A single number is needed: how many lines of the data below contain "each".

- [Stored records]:

Content starts

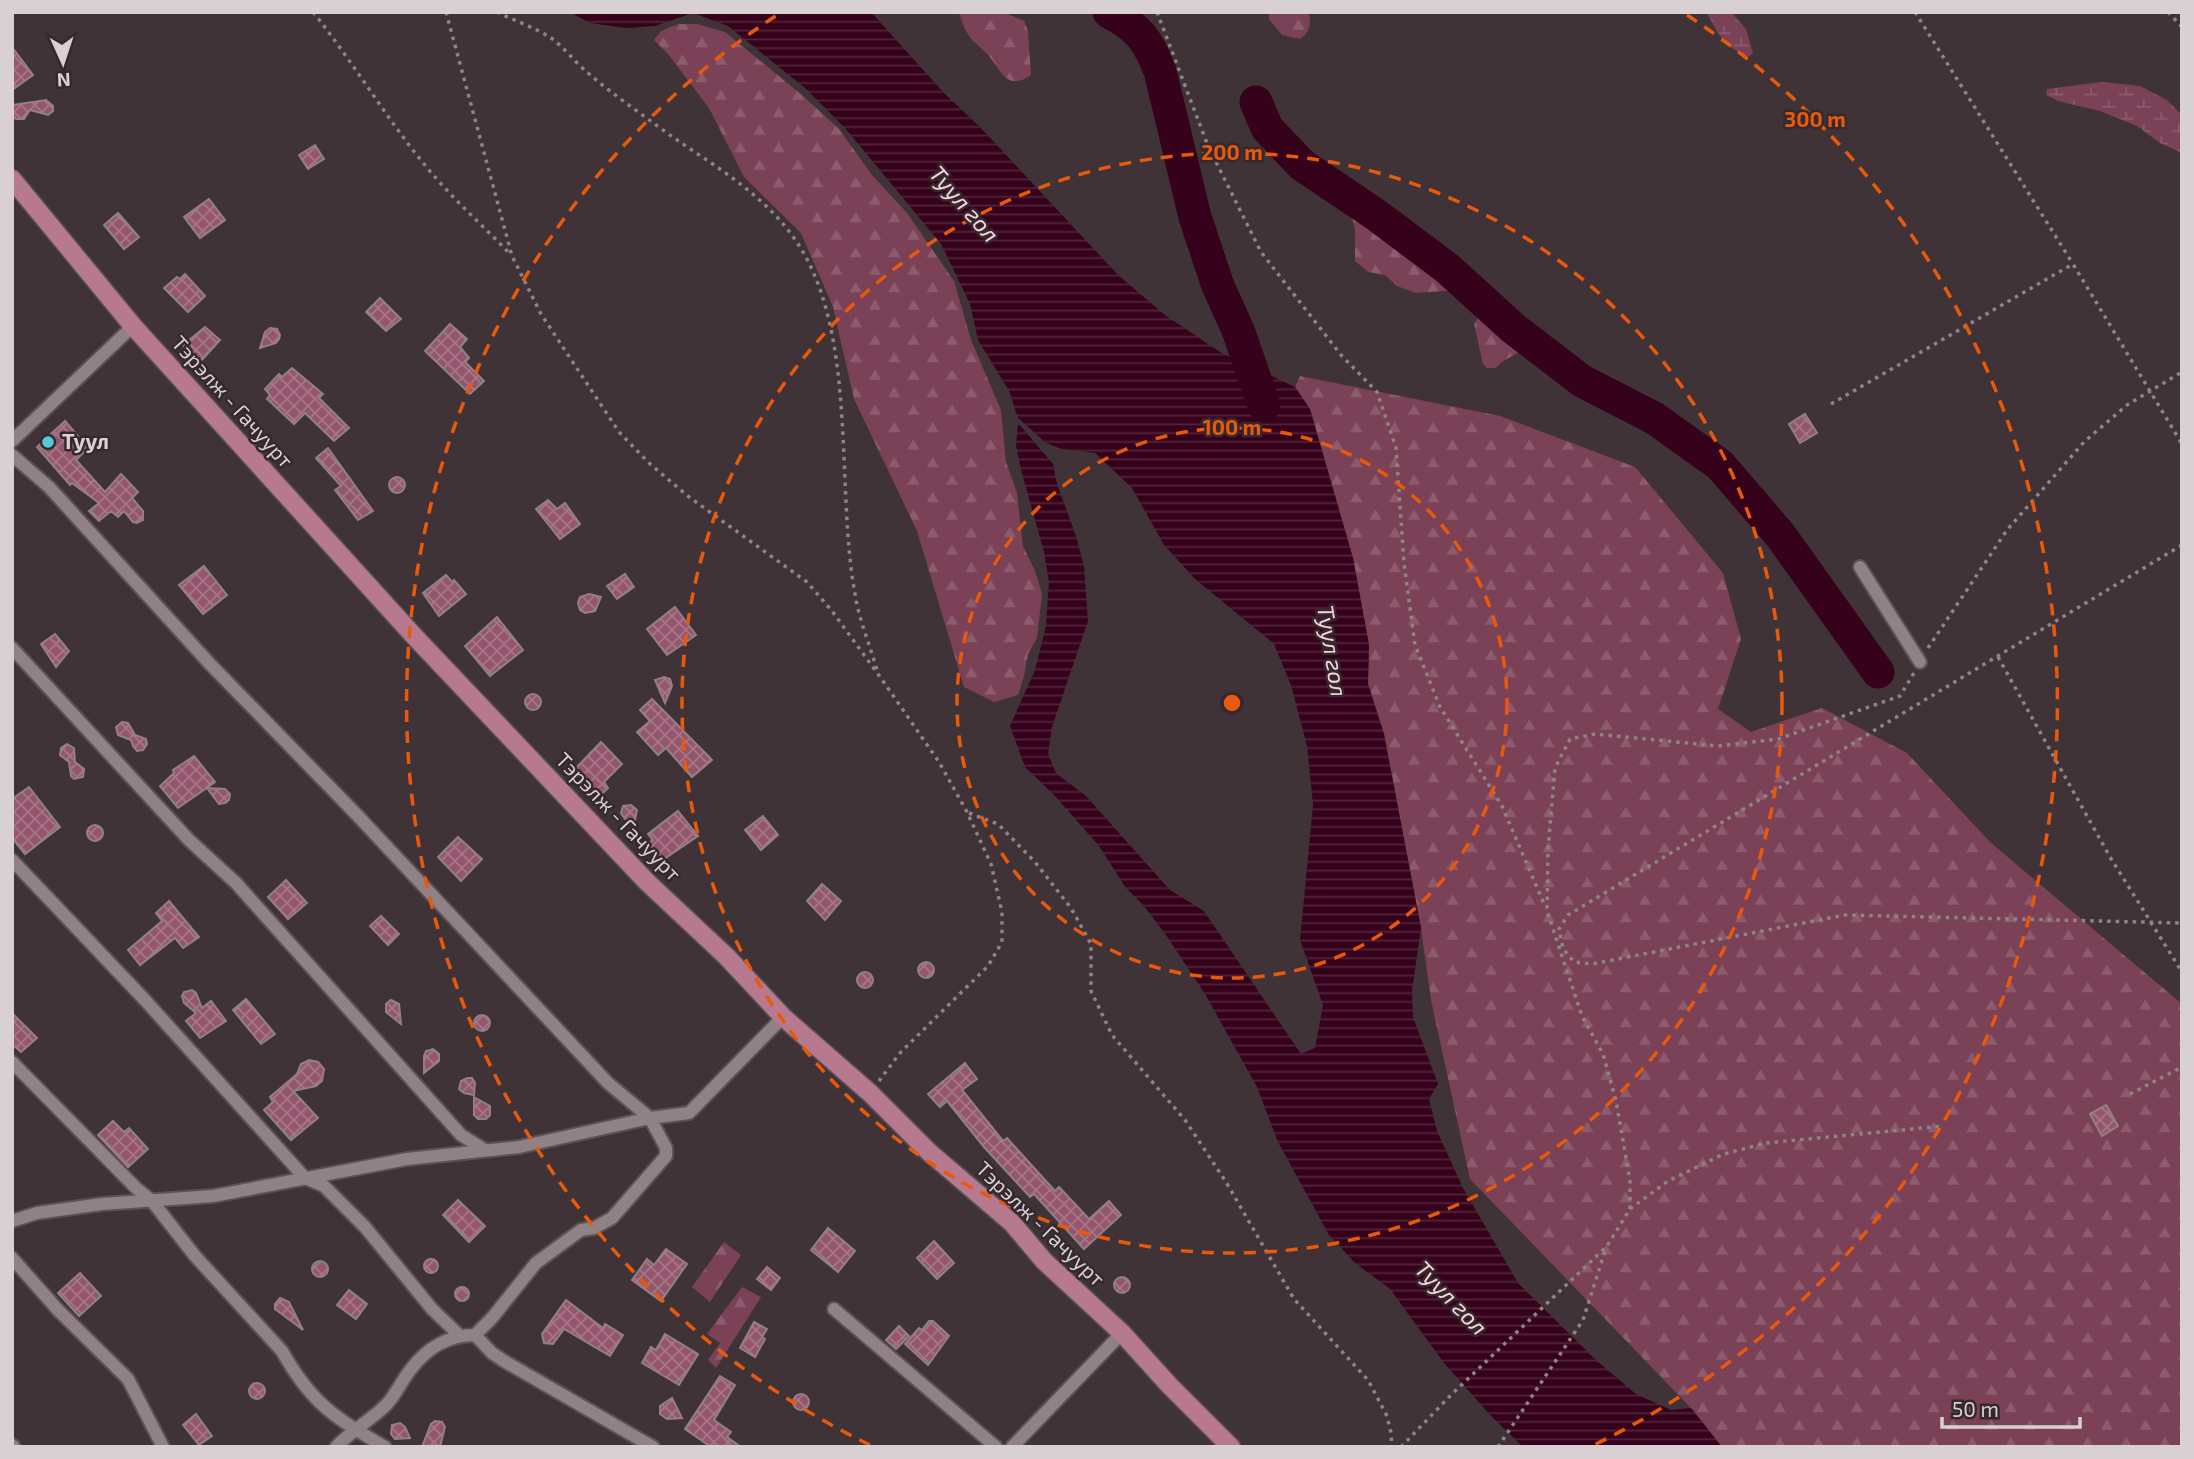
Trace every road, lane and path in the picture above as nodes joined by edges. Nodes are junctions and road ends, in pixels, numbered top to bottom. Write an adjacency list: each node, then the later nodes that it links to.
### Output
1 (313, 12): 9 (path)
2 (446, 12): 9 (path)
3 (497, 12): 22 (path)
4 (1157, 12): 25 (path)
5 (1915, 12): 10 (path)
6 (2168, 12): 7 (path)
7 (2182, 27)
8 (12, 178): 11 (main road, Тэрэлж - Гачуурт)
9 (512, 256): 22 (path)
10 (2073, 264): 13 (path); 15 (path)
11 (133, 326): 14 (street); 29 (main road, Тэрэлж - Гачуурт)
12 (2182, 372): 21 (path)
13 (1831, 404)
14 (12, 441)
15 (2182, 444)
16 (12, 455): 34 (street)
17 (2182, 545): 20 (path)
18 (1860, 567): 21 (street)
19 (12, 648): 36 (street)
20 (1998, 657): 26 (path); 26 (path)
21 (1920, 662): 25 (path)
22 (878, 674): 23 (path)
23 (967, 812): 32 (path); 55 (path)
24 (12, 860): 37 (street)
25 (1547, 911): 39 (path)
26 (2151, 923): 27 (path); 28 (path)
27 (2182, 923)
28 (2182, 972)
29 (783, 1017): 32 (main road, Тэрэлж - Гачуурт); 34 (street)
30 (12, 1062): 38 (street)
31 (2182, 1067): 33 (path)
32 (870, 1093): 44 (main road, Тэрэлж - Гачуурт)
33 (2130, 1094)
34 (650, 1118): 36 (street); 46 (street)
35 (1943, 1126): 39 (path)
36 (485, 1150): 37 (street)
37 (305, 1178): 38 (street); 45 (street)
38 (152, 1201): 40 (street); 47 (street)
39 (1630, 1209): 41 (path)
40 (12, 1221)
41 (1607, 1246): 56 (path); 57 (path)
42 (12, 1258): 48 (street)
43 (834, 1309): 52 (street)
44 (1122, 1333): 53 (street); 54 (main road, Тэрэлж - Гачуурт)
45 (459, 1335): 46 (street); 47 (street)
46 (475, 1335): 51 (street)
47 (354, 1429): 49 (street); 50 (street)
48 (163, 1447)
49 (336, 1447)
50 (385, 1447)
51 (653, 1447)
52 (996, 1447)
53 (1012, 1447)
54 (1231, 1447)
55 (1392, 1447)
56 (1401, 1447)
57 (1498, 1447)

Content ends
Content starts

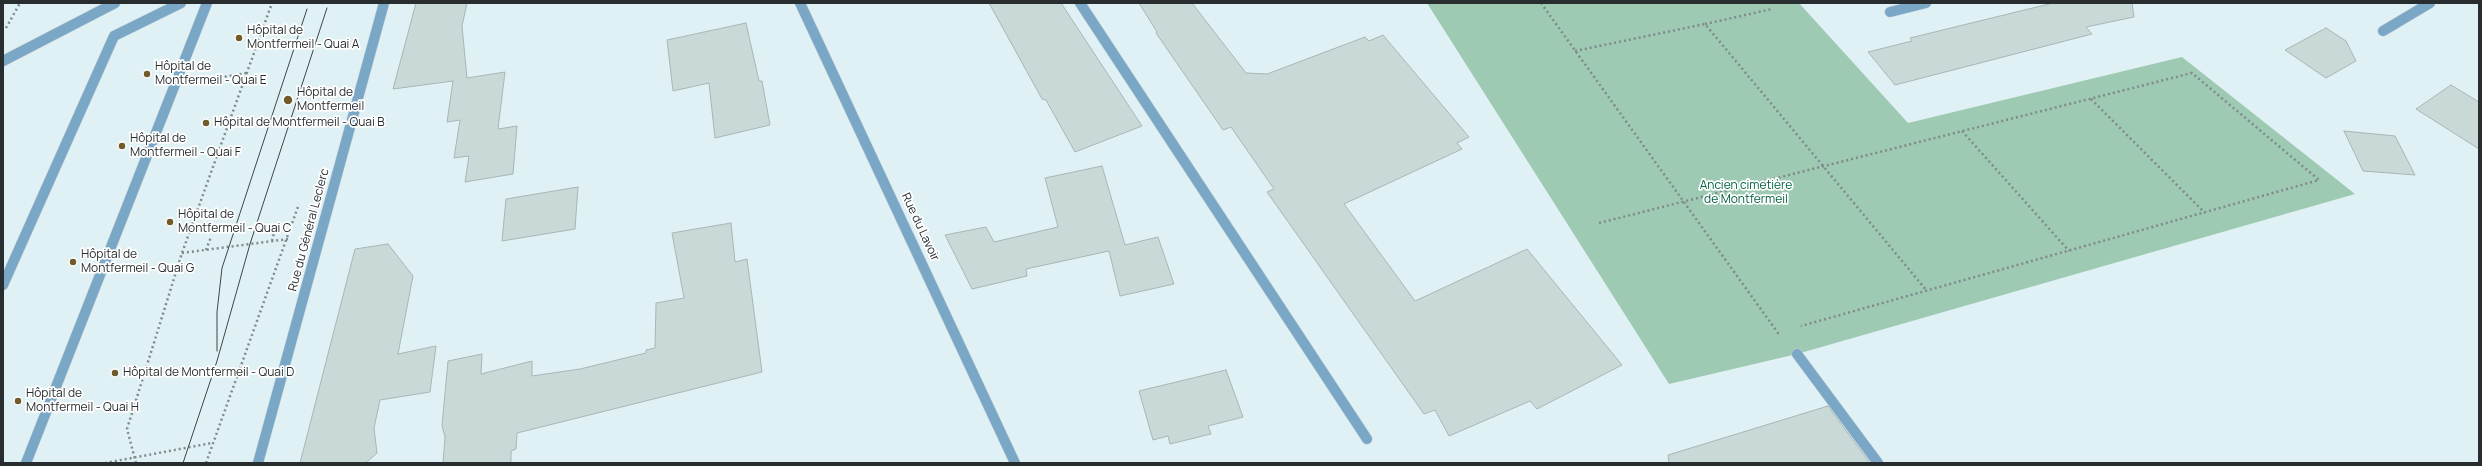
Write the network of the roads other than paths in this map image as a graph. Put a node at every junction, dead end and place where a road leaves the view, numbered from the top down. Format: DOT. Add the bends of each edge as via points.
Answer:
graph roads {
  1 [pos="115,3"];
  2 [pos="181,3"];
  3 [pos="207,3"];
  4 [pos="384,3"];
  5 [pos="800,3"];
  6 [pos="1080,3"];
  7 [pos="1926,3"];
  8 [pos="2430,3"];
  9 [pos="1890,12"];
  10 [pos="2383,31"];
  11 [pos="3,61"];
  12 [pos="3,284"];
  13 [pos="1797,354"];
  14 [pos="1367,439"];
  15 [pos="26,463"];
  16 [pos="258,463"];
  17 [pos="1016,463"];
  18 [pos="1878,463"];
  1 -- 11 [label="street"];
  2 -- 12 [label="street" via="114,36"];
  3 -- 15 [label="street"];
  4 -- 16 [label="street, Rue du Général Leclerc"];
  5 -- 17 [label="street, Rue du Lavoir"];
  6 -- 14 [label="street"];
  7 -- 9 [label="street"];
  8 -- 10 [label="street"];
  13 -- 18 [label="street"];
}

Content ends

- [Answer to the problem]:
2